Multiple LGBTQ Migrant Caravan Travelers Wed in a Combined Ceremony at the U.S.-Mexico Border

"This is really a dream come true."


Love wins yet again. At least seven LGBTQ couples traveling through Central America as part of the migrant caravan paused to participate in a massive wedding ceremony at the U.S.-Mexico border.

According to NBC, officiants from Unitarian Universalist church wed the lovebirds in the combined celebration November 17 in Tijuana, Mexico. Located within Baja, California, the border town currently remains one of the few areas that recognizes same-sex marriage, despite Mexico's 2015 Supreme Court ruling that state limitations on equal marriage opportunities are unconstitutional.
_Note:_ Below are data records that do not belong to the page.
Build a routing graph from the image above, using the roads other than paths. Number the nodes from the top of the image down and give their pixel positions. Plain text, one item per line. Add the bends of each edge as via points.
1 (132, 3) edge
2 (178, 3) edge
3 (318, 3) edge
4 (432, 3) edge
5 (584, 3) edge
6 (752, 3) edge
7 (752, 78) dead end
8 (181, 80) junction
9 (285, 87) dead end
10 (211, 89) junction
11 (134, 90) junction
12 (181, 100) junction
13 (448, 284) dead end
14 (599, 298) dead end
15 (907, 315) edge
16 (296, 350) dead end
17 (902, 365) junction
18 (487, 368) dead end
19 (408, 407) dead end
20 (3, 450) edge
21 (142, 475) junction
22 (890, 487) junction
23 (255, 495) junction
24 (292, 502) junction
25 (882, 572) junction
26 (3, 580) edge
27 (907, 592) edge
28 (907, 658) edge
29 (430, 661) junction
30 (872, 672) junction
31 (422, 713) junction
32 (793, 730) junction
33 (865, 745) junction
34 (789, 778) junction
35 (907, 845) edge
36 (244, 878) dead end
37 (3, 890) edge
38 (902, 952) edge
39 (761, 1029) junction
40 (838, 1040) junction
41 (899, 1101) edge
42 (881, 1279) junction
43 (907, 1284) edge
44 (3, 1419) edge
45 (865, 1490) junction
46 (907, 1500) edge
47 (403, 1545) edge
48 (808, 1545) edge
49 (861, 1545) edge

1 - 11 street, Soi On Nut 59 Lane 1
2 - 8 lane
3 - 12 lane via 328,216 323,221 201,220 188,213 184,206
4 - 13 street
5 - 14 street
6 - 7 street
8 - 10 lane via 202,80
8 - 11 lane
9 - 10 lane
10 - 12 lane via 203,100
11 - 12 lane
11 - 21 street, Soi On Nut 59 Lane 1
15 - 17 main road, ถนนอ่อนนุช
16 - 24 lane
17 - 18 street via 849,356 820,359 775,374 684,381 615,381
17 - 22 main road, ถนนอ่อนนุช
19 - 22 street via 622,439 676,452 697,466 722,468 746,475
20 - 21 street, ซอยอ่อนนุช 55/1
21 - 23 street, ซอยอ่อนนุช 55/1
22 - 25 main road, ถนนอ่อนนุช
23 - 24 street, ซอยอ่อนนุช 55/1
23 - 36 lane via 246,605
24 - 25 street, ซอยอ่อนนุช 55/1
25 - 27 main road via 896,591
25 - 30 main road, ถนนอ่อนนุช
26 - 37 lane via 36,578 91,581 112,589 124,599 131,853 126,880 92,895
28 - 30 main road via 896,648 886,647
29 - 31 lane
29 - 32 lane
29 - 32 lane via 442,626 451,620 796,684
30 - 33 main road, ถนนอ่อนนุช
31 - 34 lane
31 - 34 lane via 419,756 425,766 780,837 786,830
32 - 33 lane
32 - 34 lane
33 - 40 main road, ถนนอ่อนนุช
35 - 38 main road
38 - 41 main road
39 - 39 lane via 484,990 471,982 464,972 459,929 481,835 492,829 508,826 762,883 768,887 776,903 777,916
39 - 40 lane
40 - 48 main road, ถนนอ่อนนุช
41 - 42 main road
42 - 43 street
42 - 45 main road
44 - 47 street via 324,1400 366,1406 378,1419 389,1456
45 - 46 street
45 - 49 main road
NBC reports that many of the LGBTQ members of the migrant caravan have fled their homes to avoid acts of targeted violence, especially within the three countries of the Northern Triangle in Central America— El Salvador, Guatemala, and Honduras. Findings from Amnesty International show that murder rates in these respective regions largely surpass the World Health Organization's criteria for epidemic levels, which equates to 10 murders per 100,000 citizens. According to their data, El Salvador alone clocked in a horrifying murder rate of 81 per 100,000 people in 2016.

With that being said, about 80 LGBTQ adults and children fled to Tijuana last weekend, among them Pedro Nehemias Pastor and Erick Alexander Durán—one of the migrant couples who participated in the LGBTQ joint wedding.
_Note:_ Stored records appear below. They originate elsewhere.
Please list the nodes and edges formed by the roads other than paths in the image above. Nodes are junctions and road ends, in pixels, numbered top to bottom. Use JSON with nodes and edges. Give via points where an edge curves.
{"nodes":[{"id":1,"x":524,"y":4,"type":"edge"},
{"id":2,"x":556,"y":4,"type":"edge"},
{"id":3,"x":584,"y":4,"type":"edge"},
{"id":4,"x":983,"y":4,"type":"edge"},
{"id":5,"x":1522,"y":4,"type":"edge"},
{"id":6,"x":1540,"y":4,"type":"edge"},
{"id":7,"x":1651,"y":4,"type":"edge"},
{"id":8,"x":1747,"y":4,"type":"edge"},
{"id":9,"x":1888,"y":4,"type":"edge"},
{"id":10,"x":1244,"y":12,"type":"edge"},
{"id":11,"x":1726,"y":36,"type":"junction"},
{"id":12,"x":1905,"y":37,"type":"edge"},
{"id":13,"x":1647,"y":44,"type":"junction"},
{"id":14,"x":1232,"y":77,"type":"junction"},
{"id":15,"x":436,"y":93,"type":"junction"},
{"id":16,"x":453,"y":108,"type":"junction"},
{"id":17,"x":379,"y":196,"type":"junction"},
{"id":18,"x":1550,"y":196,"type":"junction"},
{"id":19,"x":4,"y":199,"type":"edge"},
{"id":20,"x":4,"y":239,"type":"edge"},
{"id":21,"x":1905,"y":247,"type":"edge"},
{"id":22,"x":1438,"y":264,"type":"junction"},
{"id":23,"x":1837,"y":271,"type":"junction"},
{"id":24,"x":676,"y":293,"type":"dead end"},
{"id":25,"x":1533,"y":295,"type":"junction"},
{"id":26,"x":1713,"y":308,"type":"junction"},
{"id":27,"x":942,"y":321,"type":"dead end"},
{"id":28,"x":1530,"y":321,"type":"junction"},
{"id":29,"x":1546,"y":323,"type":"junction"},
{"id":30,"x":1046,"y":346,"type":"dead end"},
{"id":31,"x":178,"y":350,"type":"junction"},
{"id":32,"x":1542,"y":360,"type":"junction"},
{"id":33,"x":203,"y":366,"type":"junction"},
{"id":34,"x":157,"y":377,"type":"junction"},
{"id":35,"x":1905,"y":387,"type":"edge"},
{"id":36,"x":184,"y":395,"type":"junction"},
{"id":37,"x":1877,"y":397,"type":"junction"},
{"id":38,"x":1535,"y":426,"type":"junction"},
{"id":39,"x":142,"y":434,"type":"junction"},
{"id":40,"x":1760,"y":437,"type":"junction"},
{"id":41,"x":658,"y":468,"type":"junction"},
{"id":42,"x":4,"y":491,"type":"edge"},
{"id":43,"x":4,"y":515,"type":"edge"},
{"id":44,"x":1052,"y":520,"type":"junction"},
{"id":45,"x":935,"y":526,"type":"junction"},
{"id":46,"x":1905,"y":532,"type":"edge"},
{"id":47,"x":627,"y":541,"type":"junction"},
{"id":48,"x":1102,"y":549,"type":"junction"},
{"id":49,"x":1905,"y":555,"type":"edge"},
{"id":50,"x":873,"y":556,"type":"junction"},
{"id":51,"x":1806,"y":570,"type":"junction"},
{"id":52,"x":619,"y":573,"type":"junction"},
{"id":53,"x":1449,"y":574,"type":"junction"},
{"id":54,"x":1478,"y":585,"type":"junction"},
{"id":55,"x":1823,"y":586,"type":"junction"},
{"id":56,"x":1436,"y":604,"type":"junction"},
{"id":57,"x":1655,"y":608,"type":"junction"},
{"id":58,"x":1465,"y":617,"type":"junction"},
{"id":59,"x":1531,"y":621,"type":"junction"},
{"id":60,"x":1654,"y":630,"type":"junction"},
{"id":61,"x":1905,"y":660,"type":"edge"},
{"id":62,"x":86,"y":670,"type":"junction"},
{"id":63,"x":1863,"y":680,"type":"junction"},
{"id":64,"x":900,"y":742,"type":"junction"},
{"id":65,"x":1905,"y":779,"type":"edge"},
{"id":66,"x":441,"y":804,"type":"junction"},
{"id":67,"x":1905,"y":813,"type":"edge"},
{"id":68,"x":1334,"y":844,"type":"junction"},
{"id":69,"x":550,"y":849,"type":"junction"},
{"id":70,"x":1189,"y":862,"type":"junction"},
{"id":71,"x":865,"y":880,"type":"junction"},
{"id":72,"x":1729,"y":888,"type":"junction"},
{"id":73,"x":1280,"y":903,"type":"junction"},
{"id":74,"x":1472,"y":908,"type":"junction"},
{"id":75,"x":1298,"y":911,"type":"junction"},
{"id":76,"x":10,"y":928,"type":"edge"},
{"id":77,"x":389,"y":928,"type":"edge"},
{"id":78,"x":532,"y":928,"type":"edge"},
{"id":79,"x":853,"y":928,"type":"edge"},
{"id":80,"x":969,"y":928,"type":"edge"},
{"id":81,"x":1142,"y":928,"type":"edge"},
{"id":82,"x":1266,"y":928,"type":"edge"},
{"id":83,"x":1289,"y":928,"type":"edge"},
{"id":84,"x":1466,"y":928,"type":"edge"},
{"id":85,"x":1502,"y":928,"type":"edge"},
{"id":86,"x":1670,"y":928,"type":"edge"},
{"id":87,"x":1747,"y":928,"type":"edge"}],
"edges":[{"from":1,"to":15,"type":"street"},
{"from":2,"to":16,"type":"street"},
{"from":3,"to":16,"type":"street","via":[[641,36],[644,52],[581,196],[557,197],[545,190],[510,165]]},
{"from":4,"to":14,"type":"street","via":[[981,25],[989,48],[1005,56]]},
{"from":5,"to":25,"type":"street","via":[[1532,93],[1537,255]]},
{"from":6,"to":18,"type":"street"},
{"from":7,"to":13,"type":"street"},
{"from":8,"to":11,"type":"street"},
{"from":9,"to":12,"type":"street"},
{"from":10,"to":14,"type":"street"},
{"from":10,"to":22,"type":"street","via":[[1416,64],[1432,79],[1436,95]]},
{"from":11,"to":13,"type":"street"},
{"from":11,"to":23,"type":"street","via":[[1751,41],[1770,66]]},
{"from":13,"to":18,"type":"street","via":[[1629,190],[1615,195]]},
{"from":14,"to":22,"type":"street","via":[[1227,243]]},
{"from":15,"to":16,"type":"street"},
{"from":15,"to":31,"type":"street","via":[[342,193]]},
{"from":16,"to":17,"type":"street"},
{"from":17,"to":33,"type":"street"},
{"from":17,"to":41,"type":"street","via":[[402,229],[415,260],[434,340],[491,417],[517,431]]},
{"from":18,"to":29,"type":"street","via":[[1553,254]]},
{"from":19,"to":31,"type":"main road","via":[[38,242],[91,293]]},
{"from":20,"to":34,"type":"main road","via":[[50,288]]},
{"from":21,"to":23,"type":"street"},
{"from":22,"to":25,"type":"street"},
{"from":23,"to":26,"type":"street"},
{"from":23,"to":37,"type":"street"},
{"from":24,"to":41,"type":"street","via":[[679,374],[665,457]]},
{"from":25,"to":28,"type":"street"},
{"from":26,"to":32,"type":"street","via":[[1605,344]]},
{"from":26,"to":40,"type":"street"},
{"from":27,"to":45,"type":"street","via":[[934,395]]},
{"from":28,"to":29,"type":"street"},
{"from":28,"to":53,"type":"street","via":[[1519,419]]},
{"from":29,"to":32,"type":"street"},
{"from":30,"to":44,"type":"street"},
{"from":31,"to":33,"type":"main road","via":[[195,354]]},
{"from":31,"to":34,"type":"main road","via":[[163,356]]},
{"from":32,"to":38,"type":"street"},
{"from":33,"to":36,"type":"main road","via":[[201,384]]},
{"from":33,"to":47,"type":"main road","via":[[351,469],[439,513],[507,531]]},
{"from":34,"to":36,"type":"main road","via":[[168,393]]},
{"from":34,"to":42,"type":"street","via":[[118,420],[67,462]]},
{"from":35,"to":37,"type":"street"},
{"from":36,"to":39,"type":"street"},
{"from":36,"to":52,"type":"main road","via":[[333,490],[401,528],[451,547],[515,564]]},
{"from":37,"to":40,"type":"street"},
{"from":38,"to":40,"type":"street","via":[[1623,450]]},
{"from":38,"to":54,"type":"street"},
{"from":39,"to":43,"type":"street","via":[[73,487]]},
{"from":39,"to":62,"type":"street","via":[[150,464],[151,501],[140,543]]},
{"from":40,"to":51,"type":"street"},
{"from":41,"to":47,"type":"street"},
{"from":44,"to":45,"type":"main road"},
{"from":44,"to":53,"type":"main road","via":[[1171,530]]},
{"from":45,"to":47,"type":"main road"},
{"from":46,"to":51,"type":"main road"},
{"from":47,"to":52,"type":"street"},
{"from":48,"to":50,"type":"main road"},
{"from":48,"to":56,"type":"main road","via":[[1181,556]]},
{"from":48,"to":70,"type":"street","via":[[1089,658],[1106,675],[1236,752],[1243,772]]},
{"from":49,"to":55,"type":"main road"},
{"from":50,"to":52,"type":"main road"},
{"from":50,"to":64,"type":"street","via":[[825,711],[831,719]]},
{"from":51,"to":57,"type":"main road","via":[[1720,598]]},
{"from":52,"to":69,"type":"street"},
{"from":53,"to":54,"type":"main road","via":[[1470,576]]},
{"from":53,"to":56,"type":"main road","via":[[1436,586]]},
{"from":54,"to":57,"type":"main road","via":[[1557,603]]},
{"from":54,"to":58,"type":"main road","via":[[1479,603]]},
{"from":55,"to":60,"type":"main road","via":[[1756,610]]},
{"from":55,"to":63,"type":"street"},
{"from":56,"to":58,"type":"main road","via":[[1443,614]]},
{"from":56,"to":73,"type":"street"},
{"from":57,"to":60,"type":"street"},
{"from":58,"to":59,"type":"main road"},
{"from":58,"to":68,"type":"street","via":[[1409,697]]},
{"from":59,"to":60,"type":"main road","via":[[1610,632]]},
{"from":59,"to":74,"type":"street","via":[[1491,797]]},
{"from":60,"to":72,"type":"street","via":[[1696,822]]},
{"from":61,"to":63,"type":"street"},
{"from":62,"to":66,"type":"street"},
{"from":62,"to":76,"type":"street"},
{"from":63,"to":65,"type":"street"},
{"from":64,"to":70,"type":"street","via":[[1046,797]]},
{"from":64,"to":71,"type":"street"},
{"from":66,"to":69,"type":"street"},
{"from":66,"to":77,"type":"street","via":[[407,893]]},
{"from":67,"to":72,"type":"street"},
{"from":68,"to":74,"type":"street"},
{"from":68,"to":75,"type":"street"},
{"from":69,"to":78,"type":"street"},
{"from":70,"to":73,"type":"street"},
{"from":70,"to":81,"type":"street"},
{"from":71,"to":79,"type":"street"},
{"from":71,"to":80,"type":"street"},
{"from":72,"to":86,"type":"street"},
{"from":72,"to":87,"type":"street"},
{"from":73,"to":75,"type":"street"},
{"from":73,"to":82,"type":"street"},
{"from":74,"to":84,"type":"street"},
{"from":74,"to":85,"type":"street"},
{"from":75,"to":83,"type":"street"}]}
"This is really a dream come true, because you don’t see this in our home countries and this is something that we’ve always wanted to do, and today we had the opportunity to do so," Nehemias Pastor told NBC in Spanish. "I’m very happy."
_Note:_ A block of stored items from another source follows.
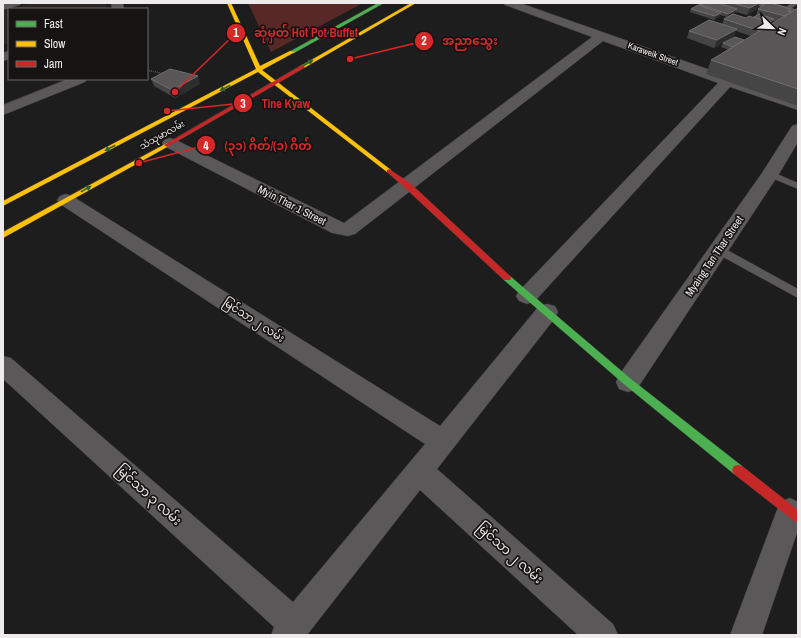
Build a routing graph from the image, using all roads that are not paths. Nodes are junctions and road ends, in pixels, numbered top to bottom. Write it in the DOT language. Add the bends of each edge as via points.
graph roads {
  1 [pos="16,3"];
  2 [pos="229,3"];
  3 [pos="382,3"];
  4 [pos="414,3"];
  5 [pos="509,3"];
  6 [pos="760,3"];
  7 [pos="796,3"];
  8 [pos="3,7"];
  9 [pos="785,10"];
  10 [pos="798,15"];
  11 [pos="785,25"];
  12 [pos="602,35"];
  13 [pos="719,66"];
  14 [pos="259,70"];
  15 [pos="706,74"];
  16 [pos="78,80"];
  17 [pos="727,82"];
  18 [pos="275,83"];
  19 [pos="798,106"];
  20 [pos="3,110"];
  21 [pos="798,129"];
  22 [pos="170,143"];
  23 [pos="770,174"];
  24 [pos="407,185"];
  25 [pos="798,186"];
  26 [pos="3,204"];
  27 [pos="53,204"];
  28 [pos="3,235"];
  29 [pos="718,250"];
  30 [pos="798,294"];
  31 [pos="537,304"];
  32 [pos="3,365"];
  33 [pos="628,382"];
  34 [pos="442,441"];
  35 [pos="419,471"];
  36 [pos="794,514"];
  37 [pos="291,630"];
  38 [pos="602,635"];
  39 [pos="746,635"];
  1 -- 8 [label="street"];
  2 -- 14 [label="main road"];
  3 -- 14 [label="main road, သံသုမာလမ်း"];
  18 -- 4 [label="main road, သံသုမာလမ်း, one-way"];
  5 -- 12 [label="street, Karaweik Street"];
  6 -- 9 [label="street"];
  7 -- 9 [label="lane"];
  9 -- 10 [label="street"];
  10 -- 11 [label="street"];
  12 -- 15 [label="street, Karaweik Street"];
  12 -- 24 [label="street, Myin Thar 1 Street"];
  13 -- 15 [label="street"];
  14 -- 18 [label="main road"];
  14 -- 26 [label="main road, သံသုမာလမ်း, one-way" via="30,193"];
  15 -- 17 [label="street, Karaweik Street"];
  16 -- 20 [label="street"];
  17 -- 19 [label="street, Karaweik Street"];
  17 -- 31 [label="street"];
  18 -- 22 [label="main road, သံသုမာလမ်း"];
  18 -- 24 [label="main road"];
  21 -- 23 [label="street, Myaing Tan Thar Street"];
  22 -- 24 [label="street, Myin Thar 1 Street" via="342,230 348,230"];
  27 -- 22 [label="main road, သံသုမာလမ်း, one-way"];
  23 -- 25 [label="lane"];
  23 -- 29 [label="street, Myaing Tan Thar Street"];
  24 -- 31 [label="main road"];
  27 -- 28 [label="main road, သံသုမာလမ်း"];
  27 -- 34 [label="street, မြင်သာ ၂ လမ်း"];
  29 -- 30 [label="lane"];
  29 -- 33 [label="street, Myaing Tan Thar Street"];
  31 -- 33 [label="main road"];
  31 -- 34 [label="street"];
  32 -- 37 [label="street, မြင်သာ ၃ လမ်း"];
  33 -- 36 [label="main road"];
  34 -- 35 [label="street"];
  35 -- 37 [label="street"];
  35 -- 38 [label="street, မြင်သာ ၂ လမ်း"];
  36 -- 39 [label="street"];
}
Hugo Córdoba, one of the ceremony officiants, also referred to the event as "an act of justice."

"The dream of marrying is an illusion for most of them," Córdoba added, per NBC. "We are helping them make this a reality."

While one dream—marriage—has been crossed off the checklist for the newly minted grooms, Durán and Nehemias Pastor must now wait to receive asylum in the United States, along with thousands of other Central American migrants.